■ **Task directions**
Please write out all of the entries beneath this line exactly, skipping the pictures.

****************************************

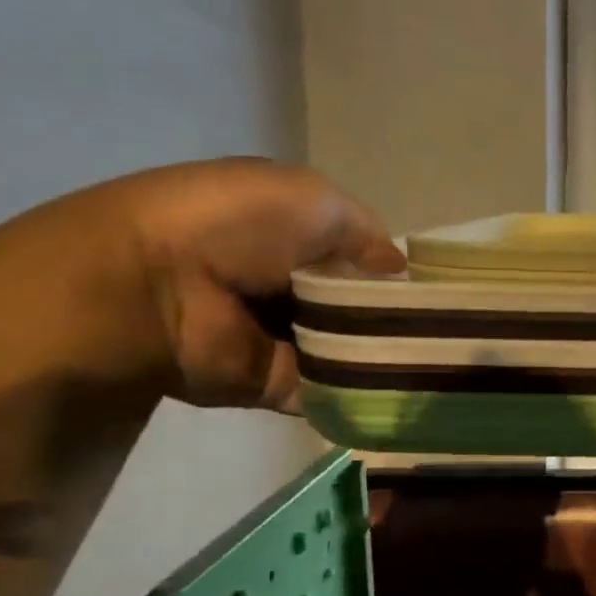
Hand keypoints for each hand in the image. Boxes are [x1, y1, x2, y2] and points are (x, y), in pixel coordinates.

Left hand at [94, 158, 403, 409]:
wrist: (158, 287)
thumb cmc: (238, 224)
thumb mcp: (314, 201)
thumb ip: (365, 233)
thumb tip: (397, 268)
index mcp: (290, 232)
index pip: (354, 254)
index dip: (387, 269)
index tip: (428, 288)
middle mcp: (285, 283)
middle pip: (355, 305)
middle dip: (391, 316)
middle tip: (437, 330)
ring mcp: (279, 337)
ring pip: (348, 349)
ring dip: (382, 355)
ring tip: (432, 362)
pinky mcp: (274, 383)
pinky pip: (329, 391)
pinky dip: (360, 393)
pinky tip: (403, 392)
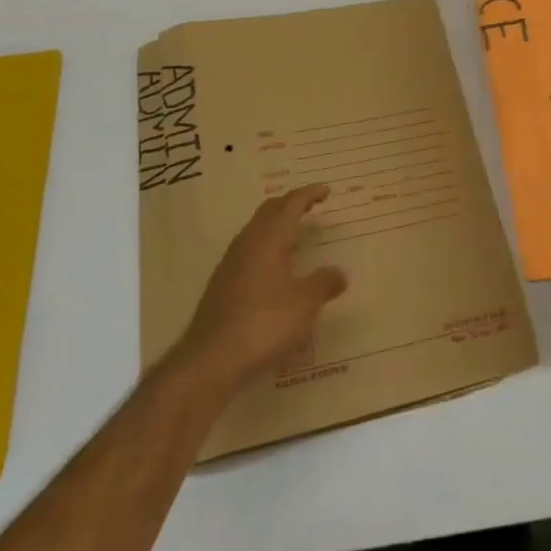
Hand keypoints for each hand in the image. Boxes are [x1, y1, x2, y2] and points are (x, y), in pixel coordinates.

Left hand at [177, 184, 347, 389]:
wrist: (211, 359)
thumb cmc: (263, 323)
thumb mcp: (304, 305)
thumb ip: (323, 284)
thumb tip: (340, 273)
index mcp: (268, 239)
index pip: (290, 204)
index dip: (309, 194)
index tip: (326, 191)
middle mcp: (247, 243)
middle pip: (269, 211)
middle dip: (290, 204)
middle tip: (311, 206)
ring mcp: (230, 264)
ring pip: (256, 231)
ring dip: (276, 226)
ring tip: (295, 235)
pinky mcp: (222, 285)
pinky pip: (249, 251)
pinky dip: (266, 247)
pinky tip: (275, 269)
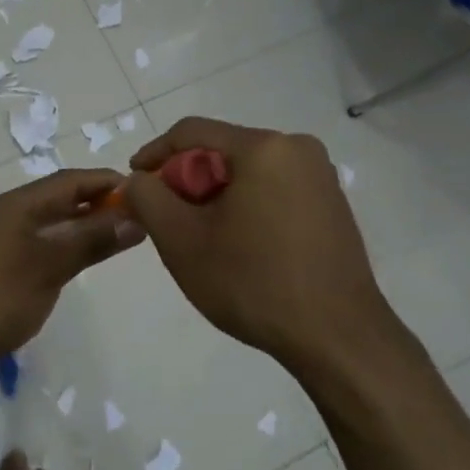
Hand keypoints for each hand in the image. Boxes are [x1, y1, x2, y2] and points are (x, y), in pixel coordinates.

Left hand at [0, 168, 143, 370]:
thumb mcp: (50, 267)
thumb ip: (91, 241)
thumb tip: (135, 219)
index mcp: (18, 204)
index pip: (70, 181)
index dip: (106, 182)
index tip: (143, 190)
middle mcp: (9, 212)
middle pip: (61, 197)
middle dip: (98, 202)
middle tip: (138, 213)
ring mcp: (3, 235)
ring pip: (51, 219)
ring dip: (83, 223)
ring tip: (120, 232)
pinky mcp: (1, 258)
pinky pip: (41, 238)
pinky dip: (66, 240)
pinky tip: (85, 253)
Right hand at [125, 117, 400, 374]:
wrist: (336, 337)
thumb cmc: (253, 282)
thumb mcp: (182, 240)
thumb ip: (147, 198)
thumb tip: (137, 180)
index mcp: (264, 147)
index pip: (191, 132)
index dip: (154, 154)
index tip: (133, 183)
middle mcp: (298, 149)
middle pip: (222, 152)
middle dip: (187, 182)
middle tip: (165, 219)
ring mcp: (321, 177)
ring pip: (248, 173)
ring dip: (215, 197)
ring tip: (199, 238)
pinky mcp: (332, 205)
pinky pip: (273, 191)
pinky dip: (246, 207)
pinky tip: (238, 246)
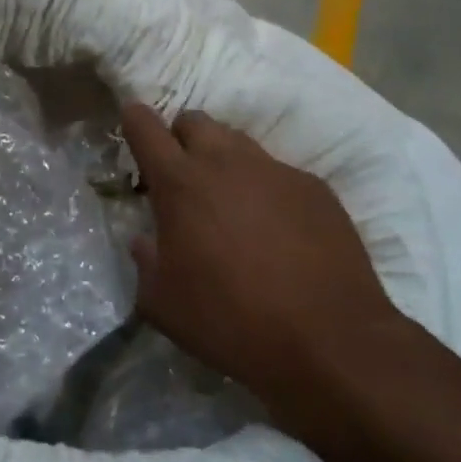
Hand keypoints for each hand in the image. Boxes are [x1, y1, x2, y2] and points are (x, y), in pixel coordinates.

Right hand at [120, 104, 403, 413]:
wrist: (329, 341)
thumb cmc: (230, 320)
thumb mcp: (162, 303)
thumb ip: (145, 261)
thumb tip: (146, 241)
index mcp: (180, 183)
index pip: (145, 125)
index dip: (134, 120)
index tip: (132, 127)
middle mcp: (226, 162)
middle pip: (194, 120)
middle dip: (180, 138)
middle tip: (182, 178)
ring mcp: (275, 171)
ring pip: (237, 142)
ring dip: (223, 161)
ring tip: (229, 204)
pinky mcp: (315, 188)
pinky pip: (278, 173)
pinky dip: (265, 190)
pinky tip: (276, 231)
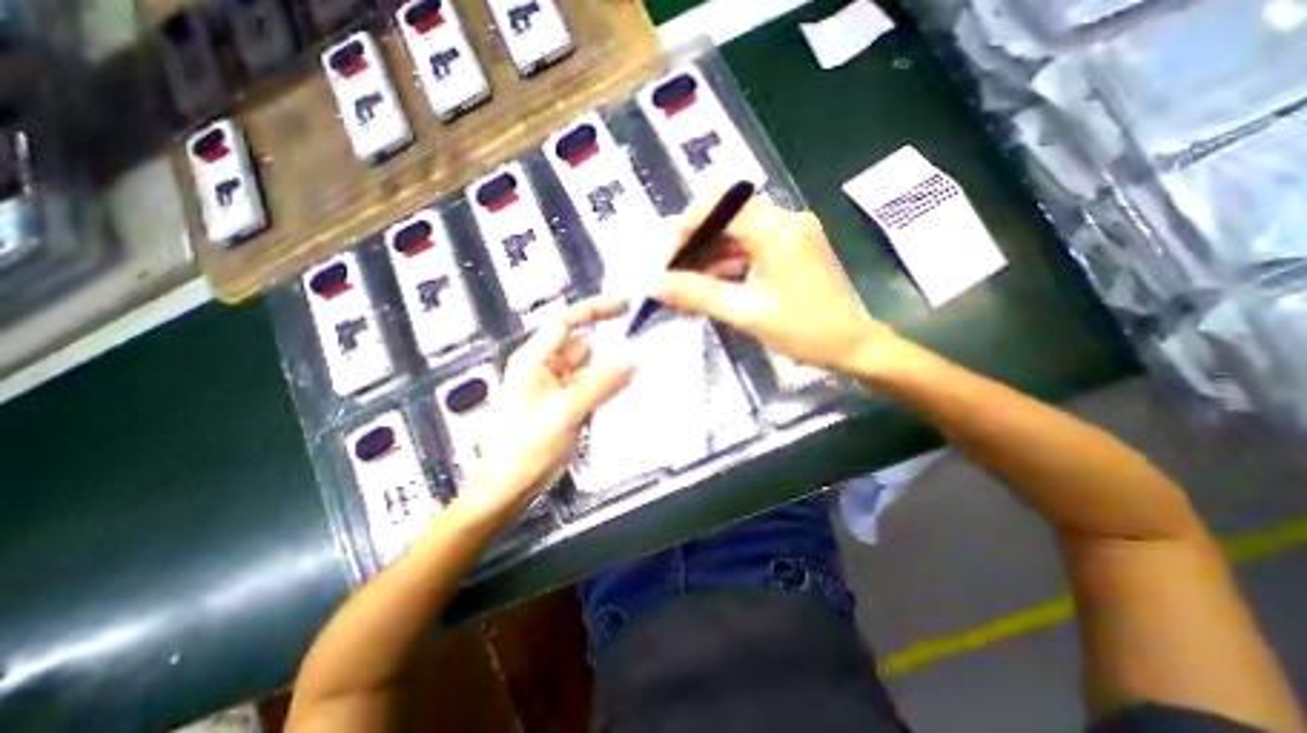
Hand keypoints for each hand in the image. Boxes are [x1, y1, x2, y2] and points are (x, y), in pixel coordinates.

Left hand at [470, 297, 638, 515]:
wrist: (509, 487)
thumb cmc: (524, 447)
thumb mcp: (565, 411)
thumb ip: (600, 384)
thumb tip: (632, 359)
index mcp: (534, 360)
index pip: (567, 322)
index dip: (596, 309)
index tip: (624, 305)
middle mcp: (545, 368)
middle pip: (583, 346)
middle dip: (610, 345)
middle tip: (643, 345)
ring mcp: (557, 388)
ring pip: (590, 368)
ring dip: (611, 369)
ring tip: (640, 369)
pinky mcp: (567, 406)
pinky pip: (591, 388)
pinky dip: (607, 387)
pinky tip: (627, 391)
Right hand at [661, 194, 905, 370]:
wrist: (853, 346)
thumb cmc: (805, 331)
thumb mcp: (747, 313)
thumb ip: (698, 295)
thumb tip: (655, 285)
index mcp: (777, 229)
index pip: (720, 203)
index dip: (688, 225)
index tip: (667, 256)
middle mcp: (785, 221)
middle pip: (726, 219)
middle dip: (694, 247)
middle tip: (671, 277)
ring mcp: (789, 235)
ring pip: (735, 236)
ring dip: (708, 260)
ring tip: (685, 290)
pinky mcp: (790, 250)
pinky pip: (749, 250)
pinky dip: (726, 267)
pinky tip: (710, 289)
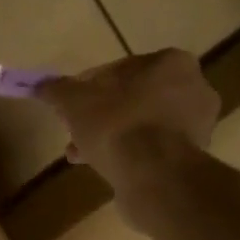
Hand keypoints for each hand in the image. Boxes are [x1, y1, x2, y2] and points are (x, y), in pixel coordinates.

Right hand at [34, 50, 218, 191]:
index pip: (121, 69)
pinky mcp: (193, 158)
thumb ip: (58, 90)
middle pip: (133, 100)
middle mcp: (194, 88)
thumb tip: (41, 85)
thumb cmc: (117, 125)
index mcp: (171, 63)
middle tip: (75, 134)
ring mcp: (198, 126)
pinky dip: (130, 157)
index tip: (70, 106)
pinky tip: (106, 169)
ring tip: (82, 156)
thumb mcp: (75, 103)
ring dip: (111, 139)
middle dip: (100, 117)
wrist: (154, 176)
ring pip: (142, 127)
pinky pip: (153, 151)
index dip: (89, 87)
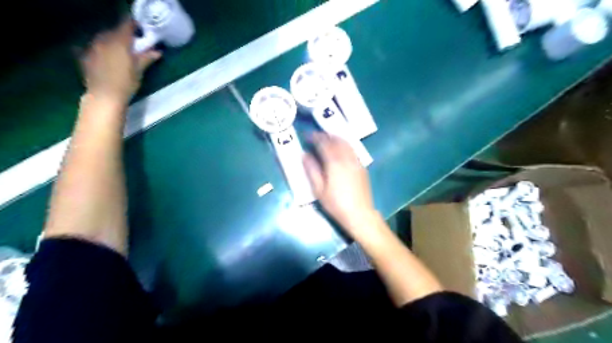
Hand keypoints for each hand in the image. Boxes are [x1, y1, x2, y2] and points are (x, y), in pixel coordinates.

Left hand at [80, 16, 161, 103]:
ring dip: (112, 40)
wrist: (105, 96)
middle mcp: (104, 41)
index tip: (140, 28)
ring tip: (120, 49)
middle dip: (123, 34)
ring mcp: (93, 47)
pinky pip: (95, 47)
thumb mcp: (139, 71)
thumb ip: (146, 58)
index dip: (133, 25)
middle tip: (133, 41)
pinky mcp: (86, 56)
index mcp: (119, 42)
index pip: (126, 26)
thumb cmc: (126, 84)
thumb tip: (157, 51)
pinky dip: (102, 48)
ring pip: (103, 38)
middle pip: (114, 31)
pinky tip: (106, 55)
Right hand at [302, 132, 377, 236]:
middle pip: (336, 140)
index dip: (315, 137)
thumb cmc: (336, 204)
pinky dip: (344, 145)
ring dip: (335, 138)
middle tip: (316, 136)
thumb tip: (304, 155)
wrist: (359, 214)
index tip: (307, 135)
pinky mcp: (362, 167)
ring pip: (346, 143)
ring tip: (327, 139)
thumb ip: (311, 170)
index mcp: (334, 162)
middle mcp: (347, 158)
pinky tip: (340, 150)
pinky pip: (352, 150)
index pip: (324, 143)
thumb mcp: (319, 189)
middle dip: (325, 136)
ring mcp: (356, 161)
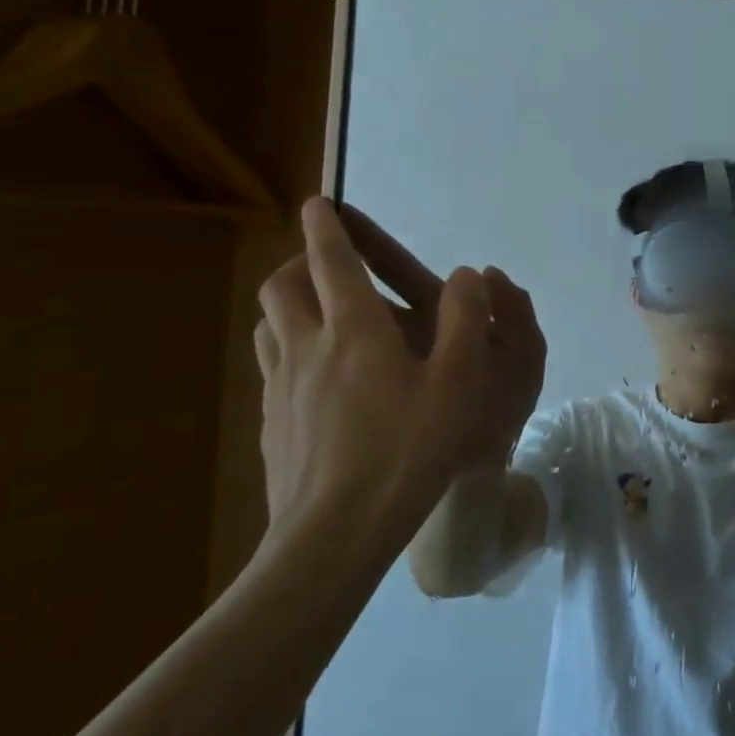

****************************************

■ **Solution to this exercise**
Hand keypoints for each hand in the image. Boxes are [x1, y1, x2, y2] and points are (x, y), in pixel coordinates.

Left hand at [94, 158, 403, 409]:
wrist: (158, 287)
thumb cmc: (238, 224)
thumb mcp: (314, 201)
thumb ip: (365, 233)
thumb tip: (397, 268)
index mcp: (290, 232)
index pip: (354, 254)
index dip: (387, 269)
index tip: (428, 288)
middle mcp: (285, 283)
middle pip: (355, 305)
middle dip: (391, 316)
middle tip: (437, 330)
ring mcp: (279, 337)
ring pip: (348, 349)
ring dip: (382, 355)
ring tip: (432, 362)
pinky mcp: (274, 383)
pinky pip: (329, 391)
pinky dip: (360, 393)
pinky tip: (403, 392)
Hand keypoints for each hand in the image. Boxes are [x1, y1, x2, y2] and points are (x, y), in pixel coordinates.

Left hand at [177, 184, 347, 389]:
wrist: (211, 359)
thumb cmc: (263, 323)
thumb mcp: (304, 305)
thumb ip: (323, 284)
thumb tip: (340, 273)
index mcp: (268, 239)
index pip: (290, 204)
index dip: (309, 194)
index tip: (326, 191)
middle mcp: (247, 243)
middle pip: (269, 211)
middle dip: (290, 204)
middle tip: (311, 206)
ring mcp: (230, 264)
ring pip: (256, 231)
ring dip: (276, 226)
ring tip: (295, 235)
pinky mcp: (222, 285)
pinky pip: (249, 251)
pinky dip: (266, 247)
pinky tip: (275, 269)
Hand keypoints for each hand in the image. Boxes are [x1, y1, x2, y2] and points are (x, y), in pixel coordinates.

Left hand at [0, 168, 143, 370]:
thumb mcp: (50, 267)
thumb ip: (91, 241)
thumb tip: (135, 219)
index mcp: (18, 204)
index pip: (70, 181)
index dip: (106, 182)
index tip: (143, 190)
middle mcp: (9, 212)
middle pip: (61, 197)
middle dip: (98, 202)
middle tip: (138, 213)
ring mcp: (3, 235)
ring pip: (51, 219)
ring dip: (83, 223)
ring tip: (120, 232)
pinky mcp: (1, 258)
pinky pip: (41, 238)
pinky dip: (66, 240)
pinky tip: (85, 253)
Right hand at [125, 117, 400, 374]:
wrist: (336, 337)
thumb cmc: (253, 282)
thumb mcp: (182, 240)
thumb ip: (147, 198)
thumb tip: (137, 180)
index mcp: (264, 147)
index pip: (191, 132)
index dip: (154, 154)
index tip: (133, 183)
middle mcp: (298, 149)
middle pip: (222, 152)
middle dip: (187, 182)
middle tip: (165, 219)
ring mcp: (321, 177)
ring pip: (248, 173)
ring dip: (215, 197)
ring tip: (199, 238)
pinky mcp: (332, 205)
pinky pip: (273, 191)
pinky dip: (246, 207)
pinky tip: (238, 246)
Hand keypoints for each hand in the image. Boxes are [x1, y1, x2, y2] and points are (x, y), in pixel coordinates.

Right hand at [120, 104, 403, 413]:
wrist: (329, 341)
thumb cmc: (230, 320)
thumb mcp: (162, 303)
thumb ip: (145, 261)
thumb tip: (146, 241)
index mcp: (180, 183)
index pip: (145, 125)
index dip: (134, 120)
index tip: (132, 127)
middle mcp: (226, 162)
middle pip: (194, 120)
middle dip: (180, 138)
middle tip: (182, 178)
ring mcp: (275, 171)
ring pip: (237, 142)
ring dip: (223, 161)
ring tip: (229, 204)
pinky mcp: (315, 188)
pinky pip: (278, 173)
pinky dip: (265, 190)
pinky tip: (276, 231)
Hand keypoints for each hand in the image. Boxes are [x1, y1, x2, y2] and points are (x, y), in pixel coordinates.

Left hand at [470, 297, 638, 515]:
wrist: (509, 487)
thumb cmc: (524, 447)
thumb mcp: (565, 411)
thumb ip: (600, 384)
thumb tip: (632, 359)
index mcp: (534, 360)
index pip: (567, 322)
index dip: (596, 309)
index tip: (624, 305)
middle mcp: (545, 368)
middle pip: (583, 346)
middle dip: (610, 345)
middle tip: (643, 345)
ring mcp: (557, 388)
ring pip: (590, 368)
ring dip: (611, 369)
ring tip: (640, 369)
pinky mcp: (567, 406)
pinky pip: (591, 388)
pinky dip: (607, 387)
pinky tip: (627, 391)
Right hand at [661, 194, 905, 370]:
wrist: (853, 346)
thumb cmc: (805, 331)
thumb mcp: (747, 313)
thumb ip: (698, 295)
thumb tip: (655, 285)
index mcp: (777, 229)
index pip: (720, 203)
index dip: (688, 225)
index tip: (667, 256)
middle mcp: (785, 221)
middle pip: (726, 219)
middle dip: (694, 247)
middle tip: (671, 277)
ring mcp: (789, 235)
ring pip: (735, 236)
ring dip: (708, 260)
ring tip: (685, 290)
pinky mcp: (790, 250)
pinky pip: (749, 250)
pinky dip: (726, 267)
pinky tip: (710, 289)
Hand keypoints for each hand in the image. Boxes are [x1, y1, x2, y2] and points are (x, y), in pixel coordinates.

Right hand at [34, 50, 218, 191]:
index pip: (121, 69)
pinky mcp: (193, 158)
thumb ip: (58, 90)
middle pip: (133, 100)
middle mcp: (194, 88)
thumb tip: (41, 85)
thumb cmc: (117, 125)
index mcp: (171, 63)
middle tip: (75, 134)
ring mcp: (198, 126)
pinky dip: (130, 157)
index tip: (70, 106)
pinky tip: (106, 169)
ring tip: (82, 156)
thumb mcp: (75, 103)
ring dip: (111, 139)
middle dip: (100, 117)
wrist: (154, 176)
ring pip: (142, 127)
pinky pip: (153, 151)
index dip: (89, 87)
Hand keypoints for each hand in the image. Boxes are [x1, y1, x2, y2] and points are (x, y), in pixel coordinates.

Left hand at [80, 16, 161, 103]:
ring dip: (112, 40)
wrist: (105, 96)
middle mcp: (104, 41)
index tip: (140, 28)
ring tip: (120, 49)
middle dip: (123, 34)
ring mcp: (93, 47)
pinky pip: (95, 47)
thumb mcp: (139, 71)
thumb ip: (146, 58)
index dip: (133, 25)
middle tip: (133, 41)
pinky mcp: (86, 56)
index mcp: (119, 42)
index pip: (126, 26)
thumb cmc: (126, 84)
thumb tip: (157, 51)
pinky dip: (102, 48)
ring pip: (103, 38)
middle pip: (114, 31)
pinky tip: (106, 55)
Right hand at [302, 132, 377, 236]:
middle pip: (336, 140)
index dip: (315, 137)
thumb cmc: (336, 204)
pinky dip: (344, 145)
ring dip: (335, 138)
middle tip: (316, 136)
thumb tip: (304, 155)
wrist: (359, 214)
index tip: (307, 135)
pinky mcp: (362, 167)
ring pip: (346, 143)
ring tip: (327, 139)
thumb ip: (311, 170)
index mcp: (334, 162)
middle mcp: (347, 158)
pinky tip: (340, 150)
pinky pip: (352, 150)
index pip: (324, 143)
thumb mcp: (319, 189)
middle dip: (325, 136)
ring mcp: (356, 161)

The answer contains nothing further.